Abuso de Libertad

Eso es actuar como personas libres que no se valen de su libertad para disimular la maldad, sino que viven como siervos de Dios. 1 Pedro 2.16

La libertad no es el poder de hacer lo que se nos place, sino la capacidad de hacer lo que es correcto. Es dejar de servirnos a nosotros mismos para servir a Cristo y a otros.

En nuestros días, las palabras "libre" y "libertad" se usan de una manera egoísta. Usualmente pensamos que ser libres nos remueve de toda responsabilidad y nos "desata" para hacer lo que mejor nos convenga sin que nadie nos pueda decir nada. Sin embrago, la verdadera libertad es todo lo contrario: es dejar de ser esclavos de uno mismo y de sus pasiones para rendirse a la voluntad de Dios. Dejamos de ser esclavos del mundo para convertirnos en esclavos—por amor—de Cristo.

Como personas libres en Cristo no estamos restringidos por el control del pecado; este no puede determinar lo que hacemos o cómo vivimos. Para entender realmente lo que dice Pedro, tenemos que invertir la lógica para ver la verdad: El pecado es un maestro que restringe nuestra capacidad de amar a Dios.

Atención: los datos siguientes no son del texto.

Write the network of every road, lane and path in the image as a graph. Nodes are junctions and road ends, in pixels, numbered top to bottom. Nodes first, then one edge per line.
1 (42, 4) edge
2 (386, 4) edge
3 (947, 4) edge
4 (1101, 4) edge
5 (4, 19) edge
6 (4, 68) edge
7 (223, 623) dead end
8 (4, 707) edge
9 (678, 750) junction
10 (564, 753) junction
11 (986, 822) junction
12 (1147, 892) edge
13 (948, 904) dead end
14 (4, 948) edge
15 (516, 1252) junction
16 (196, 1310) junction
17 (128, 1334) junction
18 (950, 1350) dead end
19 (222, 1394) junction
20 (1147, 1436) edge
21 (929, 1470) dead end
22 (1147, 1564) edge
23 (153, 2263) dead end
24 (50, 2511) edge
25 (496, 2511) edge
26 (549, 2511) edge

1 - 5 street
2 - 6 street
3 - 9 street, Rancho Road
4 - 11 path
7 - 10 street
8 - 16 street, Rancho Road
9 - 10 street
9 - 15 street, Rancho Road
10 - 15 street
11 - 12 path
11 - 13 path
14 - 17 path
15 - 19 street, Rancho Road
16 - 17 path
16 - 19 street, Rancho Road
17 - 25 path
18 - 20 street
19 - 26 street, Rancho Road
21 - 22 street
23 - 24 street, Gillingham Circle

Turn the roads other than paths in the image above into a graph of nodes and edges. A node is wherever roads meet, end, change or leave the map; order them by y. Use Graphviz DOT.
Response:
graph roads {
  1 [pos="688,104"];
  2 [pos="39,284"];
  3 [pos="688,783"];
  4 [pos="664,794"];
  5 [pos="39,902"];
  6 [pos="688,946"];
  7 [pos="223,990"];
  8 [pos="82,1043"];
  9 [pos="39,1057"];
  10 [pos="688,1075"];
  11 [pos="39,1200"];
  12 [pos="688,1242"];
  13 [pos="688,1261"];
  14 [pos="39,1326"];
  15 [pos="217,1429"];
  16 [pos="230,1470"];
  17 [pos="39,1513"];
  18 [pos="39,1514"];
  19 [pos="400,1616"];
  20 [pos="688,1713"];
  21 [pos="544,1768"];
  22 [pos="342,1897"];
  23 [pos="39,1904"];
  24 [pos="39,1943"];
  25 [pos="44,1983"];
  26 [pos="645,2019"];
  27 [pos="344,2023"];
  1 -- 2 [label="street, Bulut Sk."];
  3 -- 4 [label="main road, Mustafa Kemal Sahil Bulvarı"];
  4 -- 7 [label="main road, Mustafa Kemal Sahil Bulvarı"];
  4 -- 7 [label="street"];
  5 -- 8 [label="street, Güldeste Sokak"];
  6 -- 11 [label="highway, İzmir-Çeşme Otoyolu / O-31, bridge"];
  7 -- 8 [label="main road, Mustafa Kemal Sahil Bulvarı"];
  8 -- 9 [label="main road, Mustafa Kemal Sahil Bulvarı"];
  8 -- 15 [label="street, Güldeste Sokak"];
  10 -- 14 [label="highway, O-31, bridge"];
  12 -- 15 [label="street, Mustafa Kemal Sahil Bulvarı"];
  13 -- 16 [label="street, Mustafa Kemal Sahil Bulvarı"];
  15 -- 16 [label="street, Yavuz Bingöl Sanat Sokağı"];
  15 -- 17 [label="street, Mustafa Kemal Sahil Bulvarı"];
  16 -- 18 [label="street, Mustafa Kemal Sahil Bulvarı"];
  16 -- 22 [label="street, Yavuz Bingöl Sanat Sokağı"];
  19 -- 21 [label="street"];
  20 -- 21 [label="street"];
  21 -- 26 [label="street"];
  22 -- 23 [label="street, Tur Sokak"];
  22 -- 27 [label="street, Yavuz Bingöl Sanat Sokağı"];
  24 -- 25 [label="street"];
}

Jesús dijo: "Si me amáis, guardad mis mandamientos" (Juan 14:15). Cuando le rendimos nuestra vida a Jesús, él nos libera del pecado; y esta libertad nos da la capacidad de amar a Dios y guardar sus mandamientos, pero el uso de esa libertad como un permiso para hacer lo que queramos—independientemente de lo que Dios dice—es un terrible error.

La libertad que Cristo nos da nos permite ver por encima de nuestras presentes circunstancias para obedecer y amar. Nos libera de nuestro egoísmo para servir y de nuestro temor para enfrentar el mundo. Cuando somos libres—verdaderamente libres—entonces podemos elegir lo que es bueno y justo.

Para Reflexionar:
¿Ha habido alguna vez un momento en que tomó una decisión que sabía que era incorrecta, pero lo hizo de todos modos suponiendo que usted podría pedir perdón después?

¿Utiliza usted su libertad en Jesús como una excusa para tomar malas decisiones de una forma constante?

¿Cuál sería la forma correcta de utilizar la libertad que Cristo nos da? ¿Cómo afectaría eso nuestra relación con Dios, nuestro trabajo, nuestra familia?